Ketamine increases both blood pressure and heart rate, effects commonly thought of as sympathoexcitatory. The authors investigated the possibility that ketamine increases heart rate by inhibiting the central cardiac parasympathetic mechanisms. We used a novel in vitro approach to study the effect of ketamine on the identified cardiac parasympathetic preganglionic neurons in rat brainstem slices. The cardiac parasympathetic neurons in the nucleus ambiguus were retrogradely prelabeled with the fluorescent tracer by placing rhodamine into the pericardial sac. Dye-labeled neurons were visually identified for patch clamp recording, and ketamine effects on isolated potassium (K+) and sodium (Na+) currents were studied. Cardiac nucleus ambiguus neurons (n = 14) were inherently silent, but depolarization evoked sustained action potential trains with little delay or adaptation.
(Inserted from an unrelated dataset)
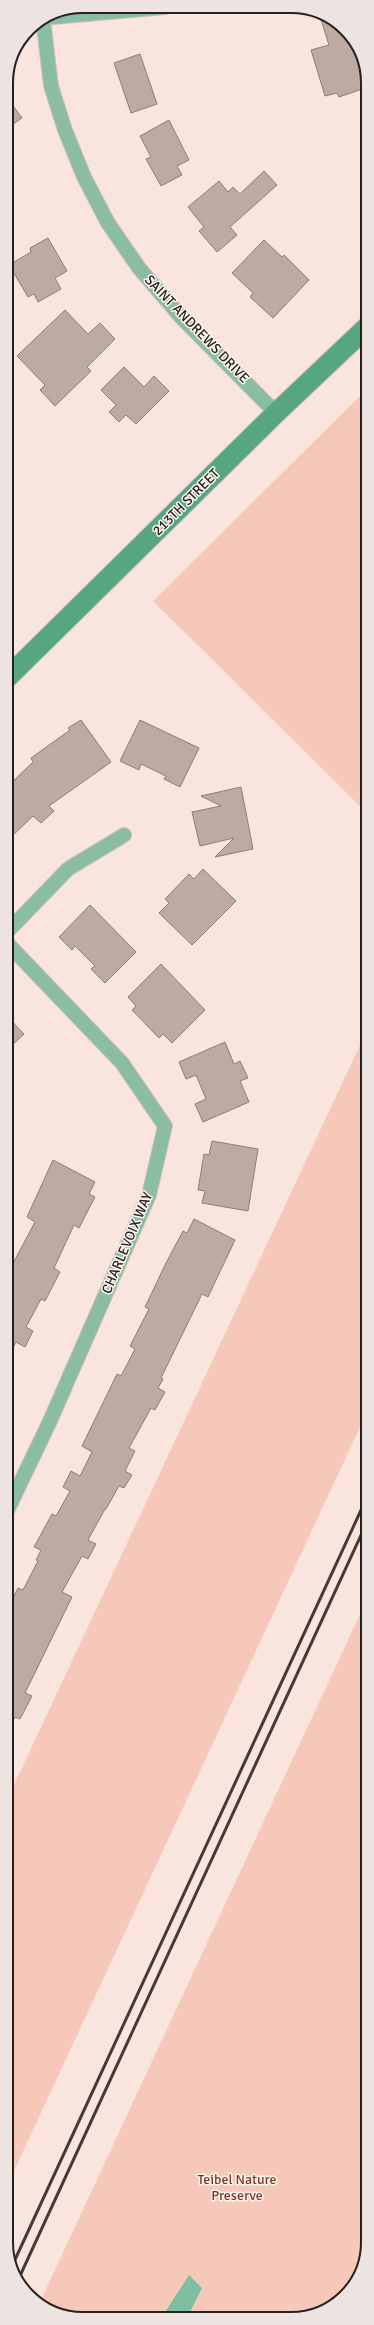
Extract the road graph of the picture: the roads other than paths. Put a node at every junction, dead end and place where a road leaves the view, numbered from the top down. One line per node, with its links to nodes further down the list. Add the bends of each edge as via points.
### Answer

Ketamine (10 microm) reduced this response but had no effect on the voltage threshold for action potentials (n = 14; P > 0.05). The current-voltage relations for the transient K+ current and the delayed rectified K+ current (n = 5) were unaltered by ketamine (10 mum-1 mm). Ketamine depressed the total Na+ current dose-dependently (10 microm-1 mm). In addition, ketamine shifted the Na+ current inactivation curves to more negative potentials, thus suggesting the enhancement of the Na+ channel inactivation (P < 0.05; n = 7). In the presence of Cd2+, ketamine (10 mum) continued to inhibit voltage-gated Na+ currents, which recovered completely within 10 min. Ketamine inhibits Na+ but not K+ channel function in brainstem parasympathetic cardiac neurons, and such actions may mediate the decrease in parasympathetic cardiac activity and increase in heart rate that occurs with ketamine.